Monday, February 13, 2006

You Are....My Fire

Philip Seymour Hoffman's character in Almost Famous, Lester Bangs, has a great line (well, many great lines, but one appropriate to my subject). He says "Jim Morrison is a drunken buffoon posing as a poet. Give me the Guess Who. They have the courage to be drunken buffoons, which makes them poetic." The validity of this criticism notwithstanding, I find the sentiment behind it very telling, for it resonates with a song I just listened to on my internet radio (the previously mentioned purveyor of Falco's "Rock Me, Amadeus.").

That song, as you can tell by the title of the post, was "I Want It That Way" by The Backstreet Boys.

Now, when this song came out, I, like any sensible person, loathed it. I joined the throng decrying that it was pointless boyband tripe. And we of that throng were right, no bones about it. It's massively overproduced, and the lyrics make no sense (what way? Why can you want it that way when she shouldn't?) And yet, listening back now, I can't help but smiling and enjoying this piece of vacuous songliness. I think it achieves poetry exactly because it is so pointless. In one sense, the B-Boys were willing to be buffoons for this song, as Hoffman states. (Seriously, watch the video if you can find it somewhere. It's absolutely ludicrous, and they have to know it.)

But, in a larger sense, it shows how America as a whole was willing to be fools and send this song to the top of the charts. There were mass audiences willing to absolutely turn their minds off and appreciate the sentiment of these five non-threatening youths from the back streets, to the point where it absolutely saturated the mainstream culture (or at least the mainstream youth culture). I would contend that this brief epoch constituted a point of ultimate buffoonery on the part of America, which thus allows us (or, at least me) to look back and see this inanity as a moment of pure poetry. Maybe that's why we really appreciate all those stupid songs that no self-respecting critic would like only later in life (I say as "Wake Me Up Before You Go-Go" comes on my radio). The songs may or may not be fun, silly, pointless, whatever. But they are testiment to our poetry of idiocy and our embrace of this side of ourselves.

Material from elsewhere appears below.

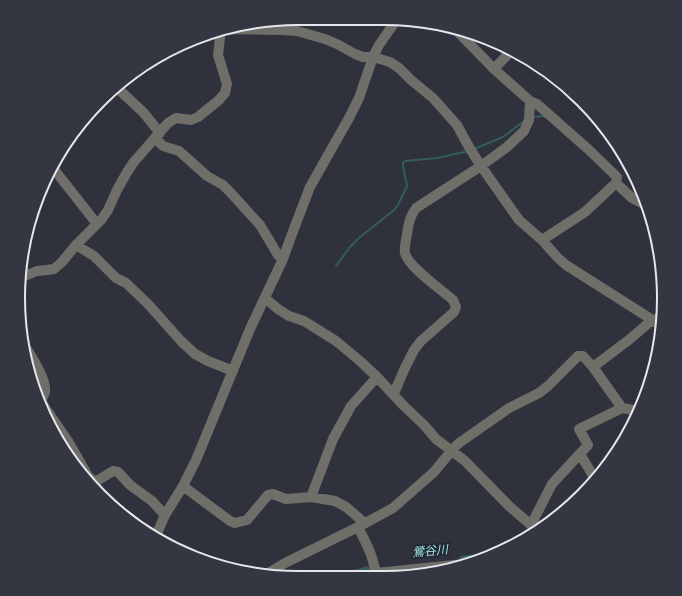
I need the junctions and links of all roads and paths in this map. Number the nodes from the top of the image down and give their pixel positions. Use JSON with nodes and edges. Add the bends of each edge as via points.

And besides, every time the extra-clean-cut B-Boy hits that high note on the extended "Don't wanna hear you say!", the tenor in me just leaps in response. Maybe this should be on my karaoke list.

So, as we face another Valentine's Day, remember the words of the Boys:

You are my fire
My one desire
Believe when I say
I want it that way.

But we are two worlds apart
Can't reach to your heart
It's too late
But I want it that way

Tell me why (ain't nothing but a heartache)
Tell me why (ain't nothing but a mistake)
(Tell me why) I never wanna hear you say
That I want it that way.

Non-threateningly rock on, you buffoons.

6 comments:

Anonymous said...

Dude, did you just compare the Doors to the Backstreet boys? I will kick you in the nuts

Anonymous said...

P.S. What are you doing for President's weekend?

Dubs said...

First, I wasn't making a direct comparison between the two. Simply creating the ideological conditions necessary to understand the phenomenon that was the Backstreet Boys.

Second, is that this weekend? I had planned to commit various crimes and blame them on the ghost of Abraham Lincoln.

thoreauvian said...

Hey, I'll totally compare The Doors to The Backstreet Boys. I think they have comparable talent. If I got as fucked up as JM, I could write shitty pseudo-poetry lyrics too! What a no-talent hack.

Anonymous said...

Hi captain,

Finally posted about the Chicago trip. Disregard the political shit at the top.

Anonymous said...

I think you (and Hoffman-as-Bangs) make a bunch of valid points. I don't know if this song was a supreme moment in itself - I see the return of boy bands and the silliness of the late 90s, which persists to this day, as a reaction to the popularity of grunge, which got way too real for people in, let's say, early April of 1994 - but your argument works.